所谓南国,其实国名并不叫南国,而是指南方的一个已亡的富庶小国,亡于外敌。
相传南国最后一任君王在临死之前将所有财富都藏于一处,除了数不胜数的财宝之外,还藏有丰富的藏书秘籍,甚至江湖已失传了的玄阳谱也在其中。
对于这份宝藏,从来都不缺少寻宝人。有人追求财富,有人渴望武功秘籍,有人想要其中的遗留藏书。
但终究无人寻到。
“真真假假,这些年这样的消息不少了。”裴映雪只是笑笑。
正如他所说的,类似的消息往年也传过,最后不也证实了只是谣言。
“这次好像不太一样哎。”姚小远咬了一口手里的米糕,“特别真。”
“甚至都有关于这个皇室遗民的身份传出来了。”
只是有关这个皇室遗民的身份也是众说纷纭,有的说是江南的锦月娘子,有的说是荆州的铁拐客,也有说是岭南的黄衣女,也有说是隐姓埋名之辈。
裴映雪拿着书的手指曲了一下。
“怎么?官府对这份宝藏也有兴趣?”
姚小远摇摇头,但是答案也不是否定。
“我也不知道,这些都是我听来的。”他对这些江湖事还挺感兴趣呀。
“这样啊。”裴映雪手指点点下巴,“江湖上传的那些话,谁说得清真真假假呢。”
“但是,也有可能是真的吧。”姚小远问。
“是啊。”裴映雪放下了手里的书,端起茶喝了一口。
他放下茶盏,手肘压在案几上,托着下巴:“我对什么宝藏倒是没什么兴趣,对那什么妖犬更有兴趣。”
“你们查到哪儿了?”
“嗯?”姚小远抬头,嘴巴边上沾着点米糕的糕屑。
裴映雪指尖点点桌面:“那个案子不是在你们手里吗?不可以跟我说吗?”如果是真的牵扯到了现在上面那位,需要保密的话,他也能够理解。

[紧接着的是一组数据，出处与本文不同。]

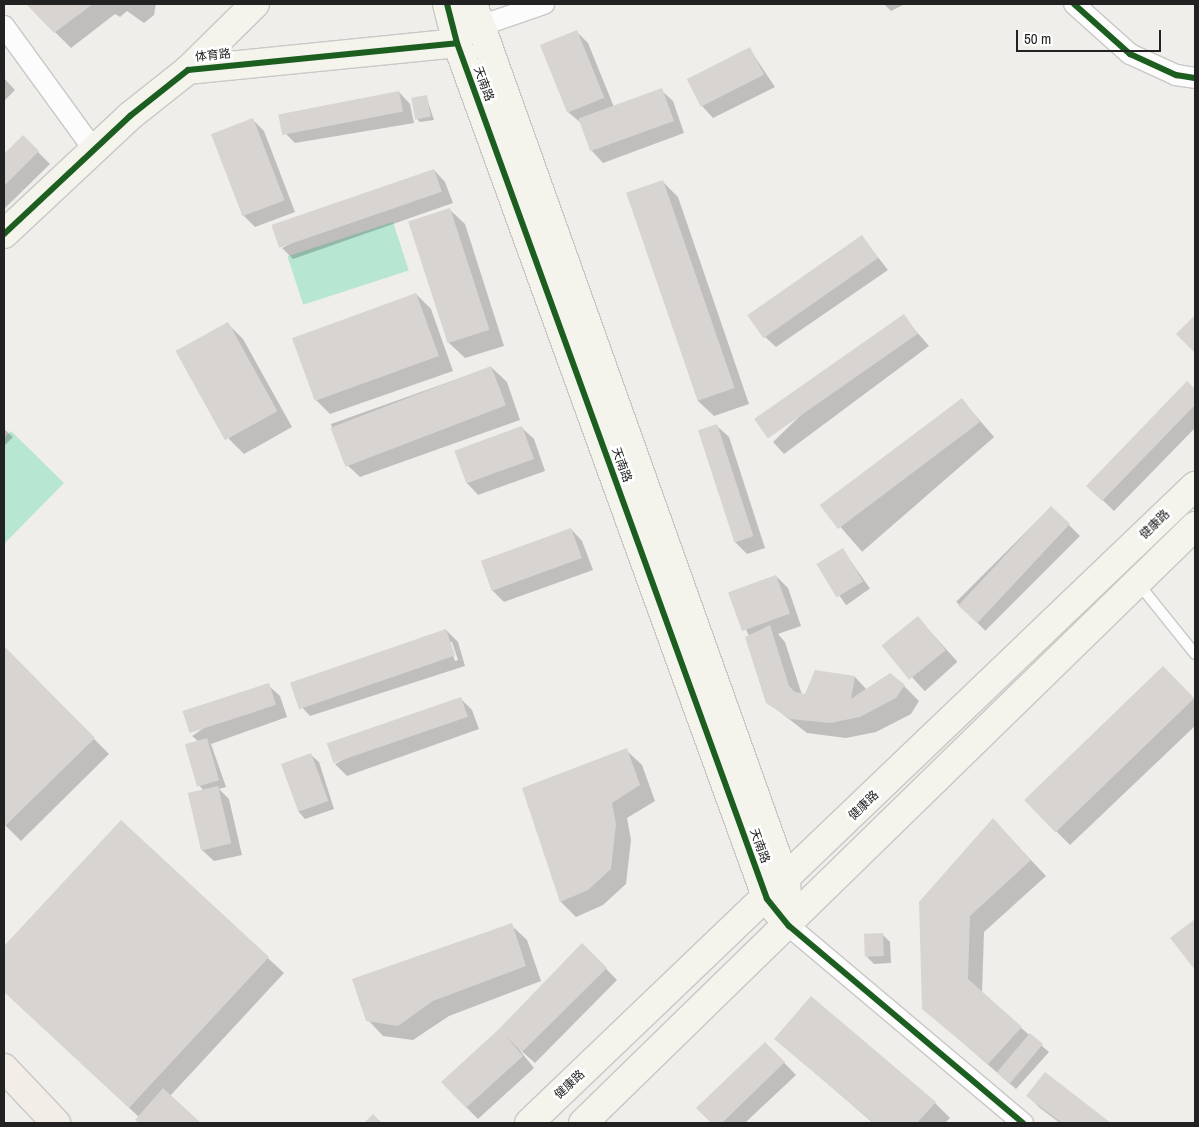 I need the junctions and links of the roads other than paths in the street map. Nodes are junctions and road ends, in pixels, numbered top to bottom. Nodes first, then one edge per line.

姚小远摇头,脸上露出笑容,他有着尖尖的小虎牙,笑起来得看着有些乖。
他看着裴映雪说着:“裴哥是老大的人,可以说的。”
“咳。”裴映雪咳了一下,不动声色地撇开眼,避开了小孩儿的视线。
这说法......
“不过其实也没有查到太多,老大他们在查关外人。”姚小远看向裴映雪。
说起来关外人这条消息还得归功于裴映雪呢。
乌金子这种武器虽然少见,但也不是完全没人知道,有了线索之后,查起来就好多了。他们做了实验,乌金子确实可以造成那样的伤口。

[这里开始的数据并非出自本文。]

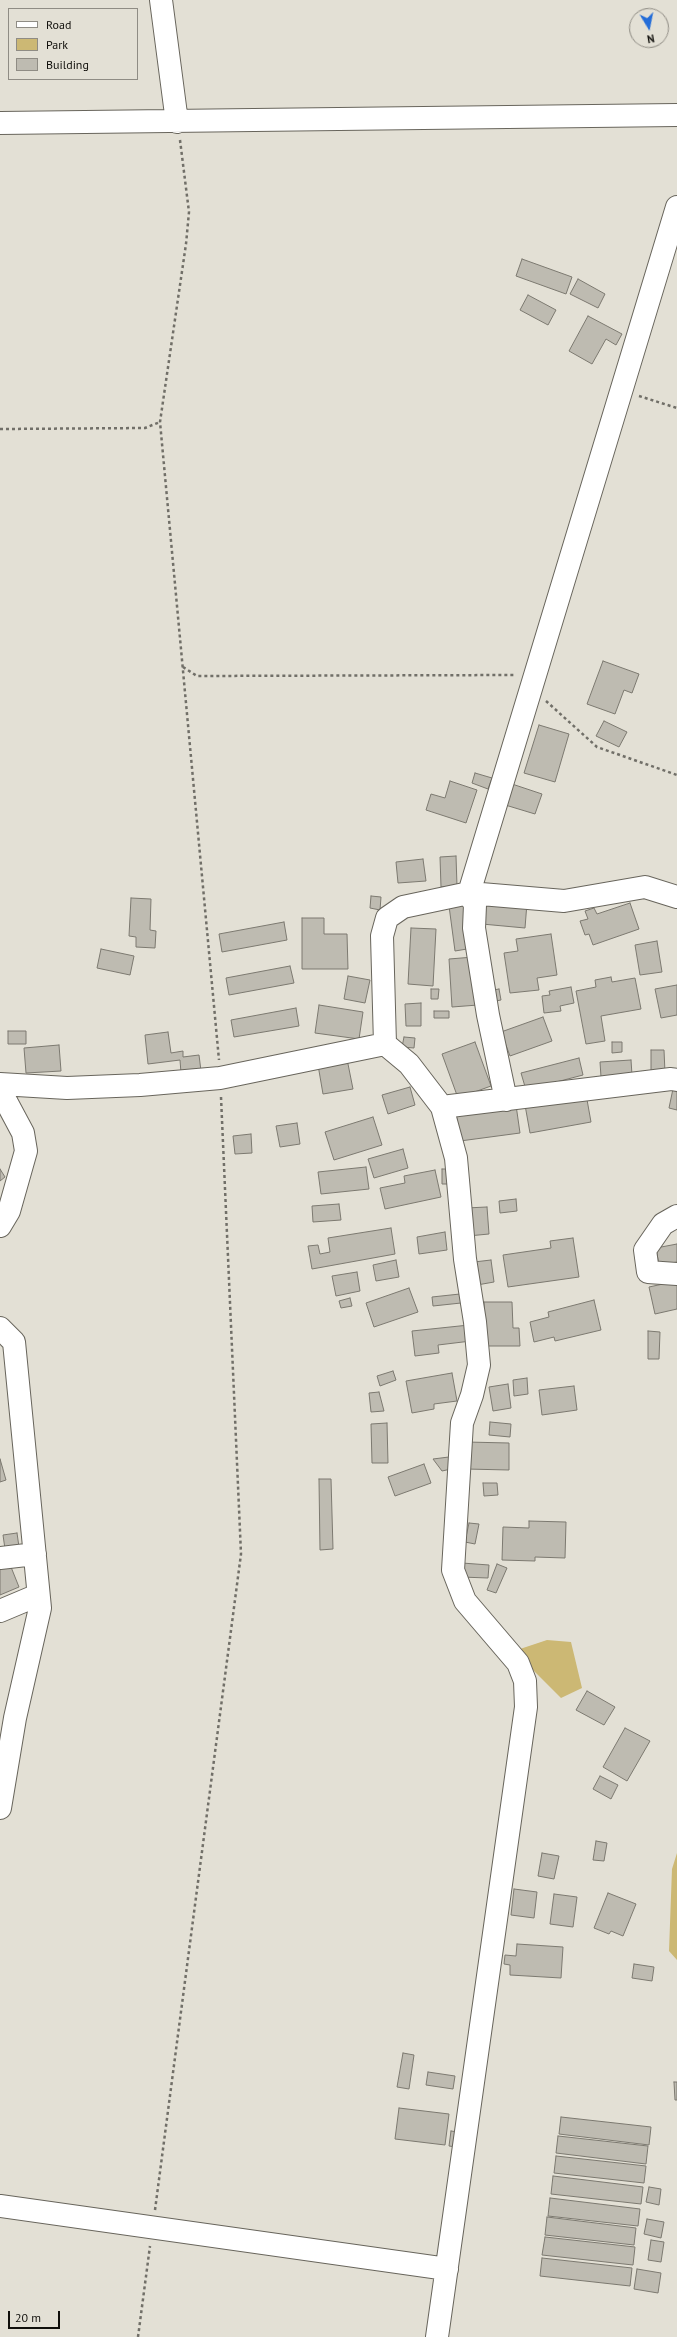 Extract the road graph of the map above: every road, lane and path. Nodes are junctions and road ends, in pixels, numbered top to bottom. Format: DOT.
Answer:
graph roads {
  1 [pos="161,0"];
  2 [pos="677,115"];
  3 [pos="177,122"];
  4 [pos="0,123"];
  5 [pos="677,207"];
  6 [pos="621,391"];
  7 [pos="677,408"];
  8 [pos="160,422"];
  9 [pos="0,429"];
  10 [pos="183,667"];
  11 [pos="532,682"];
  12 [pos="677,776"];
  13 [pos="469,893"];
  14 [pos="677,897"];
  15 [pos="385,1044"];
  16 [pos="220,1078"];
  17 [pos="677,1080"];
  18 [pos="0,1084"];
  19 [pos="0,1090"];
  20 [pos="506,1100"];
  21 [pos="442,1108"];
  22 [pos="677,1216"];
  23 [pos="0,1226"];
  24 [pos="677,1274"];
  25 [pos="0,1328"];
  26 [pos="34,1554"];
  27 [pos="0,1558"];
  28 [pos="38,1595"];
  29 [pos="0,1611"];
  30 [pos="0,1808"];
  31 [pos="0,2206"];
  32 [pos="153,2227"];
  33 [pos="447,2269"];
  34 [pos="138,2337"];
  35 [pos="437,2337"];
  1 -- 3 [label="street"];
  2 -- 3 [label="street"];
  3 -- 4 [label="street"];
  3 -- 8 [label="path"];
  5 -- 6 [label="street"];
  6 -- 7 [label="path"];
  6 -- 11 [label="street"];
  8 -- 9 [label="path"];
  8 -- 10 [label="path"];
  10 -- 11 [label="path"];
  10 -- 16 [label="path"];
  11 -- 12 [label="path"];
  11 -- 13 [label="street"];
  13 -- 14 [label="street"];
  13 -- 15 [label="street"];
  13 -- 20 [label="street"];
  15 -- 16 [label="street"];
  15 -- 21 [label="street"];
  16 -- 18 [label="street"];
  16 -- 32 [label="path"];
  17 -- 20 [label="street"];
  19 -- 23 [label="street"];
  20 -- 21 [label="street"];
  21 -- 33 [label="street"];
  22 -- 24 [label="street"];
  25 -- 26 [label="street"];
  26 -- 27 [label="street"];
  26 -- 28 [label="street"];
  28 -- 29 [label="street"];
  28 -- 30 [label="street"];
  31 -- 32 [label="street"];
  32 -- 33 [label="street"];
  32 -- 34 [label="path"];
  33 -- 35 [label="street"];
}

“不过,最近临近年关,京城的关外人还是不少的。”今年是各国来朝的日子,早在几个月前就有他国的朝贡队伍入京了。
而且这些朝贡队伍中部分人身份多少有些敏感,也不是可以随意查的。
连续死了三个人,一个礼部司务,一个四方馆的顾问,一个主客司的主事。
现在也是闹得人心惶惶。
“在那个主事死的时候,有人还亲耳听见了犬吠声,据说叫得很凶,和死者的惨叫混在一起,等人赶过去的时候人已经死了,脑袋也没了。”
“有这个证明,妖犬的流言也就传广了。”
“这样吗?”都攀扯到上面坐着的那位身上去了,怪不得牧指挥使这么忙,都不怎么能够瞧见人了。
裴映雪手指敲了敲案面,神色间有着思索。
*
牧时澜回府的时候已经亥时了。
归斋里还亮着灯,牧时澜进来就看见了坐在厅里的裴映雪。
他坐在椅子上,百无聊奈地在棋盘上落下了棋子。
灯火映照在那张瓷白的面庞上,睫羽在眼下投下一片阴影,唇边那点痣勾着人。